Get ready for Grinchonomics

This year’s holiday season will be definitively better than last year’s. Nearly 220 million Americans have been vaccinated against Covid-19, compared with essentially none in 2020. Total employment is 5 million more than last December and work is slowly getting back to normal. Plus, there’s no presidential election for anybody to try to sabotage this year.

Yet the outrage industry wishes you a Terrible Christmas, and pandemic hangover effects might just make it so. Snarled supply lines around the world have already made many everyday products scarce, and that is sure to extend to Christmas gifts for kids and family members. Forecasting firm IHS Markit says imported products must arrive at U.S. ports six weeks earlier than usual this year, to make it to shelves during the holiday shopping season. Many items parents will be looking for won’t make it. Those that do could come with sticker shock caused by soaring shipping costs and profiteering.

Some families may have to cut back on gift purchases anyway, since gasoline prices, already up 42% during the last year, seem poised to rise further as global demand picks up and supply remains tight. Home heating costs are headed higher, too, with natural gas prices at a 13-year high. And overall inflation, above 5% for four months in a row, is not proving “transitory” as the Biden administration insisted it would over the summer.

President Biden is clearly concerned. His top aides are pushing ports, shippers, retailers and unions to work 24/7 to get the goods moving. But there’s probably not a lot Biden can do. The federal government can’t flip a switch that clears all the supply-chain snags. There are many crunch points, from Asian factories battered by Covid to a shortage of shipping containers, dock workers and truck drivers to transport goods to their final destination. Getting a toy from a Chinese factory to Aisle 14 at your local Target is a complex ballet that looks pretty ugly at the moment.

Challenging holiday season

So Christmas is going to be somewhat of a challenge—for people who expect everything to go right. There’s the added difficulty of travel amid residual Covid, with the Delta variant still a major threat to the unvaccinated. Dr. Anthony Fauci, the government's top infectious disease expert, recently riled anti-vaxxers by saying it’s “too soon to tell” whether families should get together for Christmas, as if anybody refusing to get vaccinated at this point is going to listen to Fauci.

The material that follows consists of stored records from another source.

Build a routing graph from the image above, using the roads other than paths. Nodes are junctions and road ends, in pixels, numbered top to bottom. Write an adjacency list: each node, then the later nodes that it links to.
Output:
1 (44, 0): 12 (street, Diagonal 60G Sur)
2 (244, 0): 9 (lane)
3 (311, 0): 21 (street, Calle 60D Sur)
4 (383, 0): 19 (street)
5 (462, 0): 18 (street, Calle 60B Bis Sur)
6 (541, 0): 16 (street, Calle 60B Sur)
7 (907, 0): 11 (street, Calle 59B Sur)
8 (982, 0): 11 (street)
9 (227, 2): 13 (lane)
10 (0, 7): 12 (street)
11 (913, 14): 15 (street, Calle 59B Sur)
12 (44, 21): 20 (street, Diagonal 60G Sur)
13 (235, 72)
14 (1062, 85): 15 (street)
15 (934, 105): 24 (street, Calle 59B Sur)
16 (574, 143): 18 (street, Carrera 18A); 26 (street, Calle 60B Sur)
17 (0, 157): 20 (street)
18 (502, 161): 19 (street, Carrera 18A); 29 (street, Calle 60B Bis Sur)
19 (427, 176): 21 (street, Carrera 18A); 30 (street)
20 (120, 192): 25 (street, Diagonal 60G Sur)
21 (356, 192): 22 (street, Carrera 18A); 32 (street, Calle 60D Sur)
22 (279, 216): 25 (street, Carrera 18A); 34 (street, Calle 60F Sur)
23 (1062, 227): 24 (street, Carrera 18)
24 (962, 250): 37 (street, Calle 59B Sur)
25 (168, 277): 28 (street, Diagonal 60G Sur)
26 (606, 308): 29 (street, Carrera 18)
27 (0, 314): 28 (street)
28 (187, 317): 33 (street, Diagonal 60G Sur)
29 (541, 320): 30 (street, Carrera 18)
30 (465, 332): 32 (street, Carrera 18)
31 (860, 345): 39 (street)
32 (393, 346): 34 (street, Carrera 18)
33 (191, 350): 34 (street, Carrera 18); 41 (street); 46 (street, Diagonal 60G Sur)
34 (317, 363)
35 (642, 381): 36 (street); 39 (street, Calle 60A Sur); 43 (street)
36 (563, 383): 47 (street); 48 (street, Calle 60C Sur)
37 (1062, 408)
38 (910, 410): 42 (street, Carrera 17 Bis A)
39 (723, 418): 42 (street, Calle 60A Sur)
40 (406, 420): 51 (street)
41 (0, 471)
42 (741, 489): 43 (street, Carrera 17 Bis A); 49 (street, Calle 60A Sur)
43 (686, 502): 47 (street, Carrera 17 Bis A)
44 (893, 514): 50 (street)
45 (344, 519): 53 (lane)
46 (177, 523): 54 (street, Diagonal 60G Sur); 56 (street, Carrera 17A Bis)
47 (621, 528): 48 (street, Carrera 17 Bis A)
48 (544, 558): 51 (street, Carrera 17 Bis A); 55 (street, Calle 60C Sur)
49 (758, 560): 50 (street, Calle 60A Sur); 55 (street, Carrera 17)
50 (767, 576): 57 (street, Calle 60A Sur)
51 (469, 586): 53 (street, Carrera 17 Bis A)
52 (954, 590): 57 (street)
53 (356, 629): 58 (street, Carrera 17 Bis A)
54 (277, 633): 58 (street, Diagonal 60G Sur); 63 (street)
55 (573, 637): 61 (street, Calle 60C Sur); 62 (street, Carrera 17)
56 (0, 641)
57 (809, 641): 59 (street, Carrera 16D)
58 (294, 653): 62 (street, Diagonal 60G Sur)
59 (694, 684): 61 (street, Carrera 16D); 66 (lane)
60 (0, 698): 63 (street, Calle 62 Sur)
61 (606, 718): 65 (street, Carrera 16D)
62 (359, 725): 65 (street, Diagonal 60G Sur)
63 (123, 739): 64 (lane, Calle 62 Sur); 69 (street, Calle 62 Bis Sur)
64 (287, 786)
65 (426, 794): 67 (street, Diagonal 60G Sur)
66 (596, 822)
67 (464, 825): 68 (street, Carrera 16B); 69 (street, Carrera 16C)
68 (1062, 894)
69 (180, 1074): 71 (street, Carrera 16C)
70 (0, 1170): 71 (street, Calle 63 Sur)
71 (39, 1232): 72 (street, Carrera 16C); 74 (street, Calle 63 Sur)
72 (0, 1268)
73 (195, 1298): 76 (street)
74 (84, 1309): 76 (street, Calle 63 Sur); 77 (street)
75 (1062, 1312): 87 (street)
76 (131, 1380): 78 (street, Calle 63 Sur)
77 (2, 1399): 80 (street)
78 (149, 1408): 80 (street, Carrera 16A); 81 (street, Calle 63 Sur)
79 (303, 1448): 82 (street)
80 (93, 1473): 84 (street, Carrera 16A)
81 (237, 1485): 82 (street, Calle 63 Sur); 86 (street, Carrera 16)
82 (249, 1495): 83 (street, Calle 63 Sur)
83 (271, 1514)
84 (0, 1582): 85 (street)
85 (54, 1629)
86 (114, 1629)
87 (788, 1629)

A sub-optimal Christmas holiday will be a political problem for Biden on two levels. For starters, something is obviously broken when the ruthlessly efficient machinery of the U.S. economy leaves giant cargo ships jammed off the waters off Los Angeles, Seattle, Savannah and New York. Unionized dock workers earn well over $50 per hour, but fight against automation that would make ports more efficient. Meanwhile, poor pay and work conditions in the trucking industry have left a shortage of 20,000 drivers. These are longstanding inefficiencies that weren’t so evident before the pandemic threw everything out of whack. Now, they’re Biden’s problem.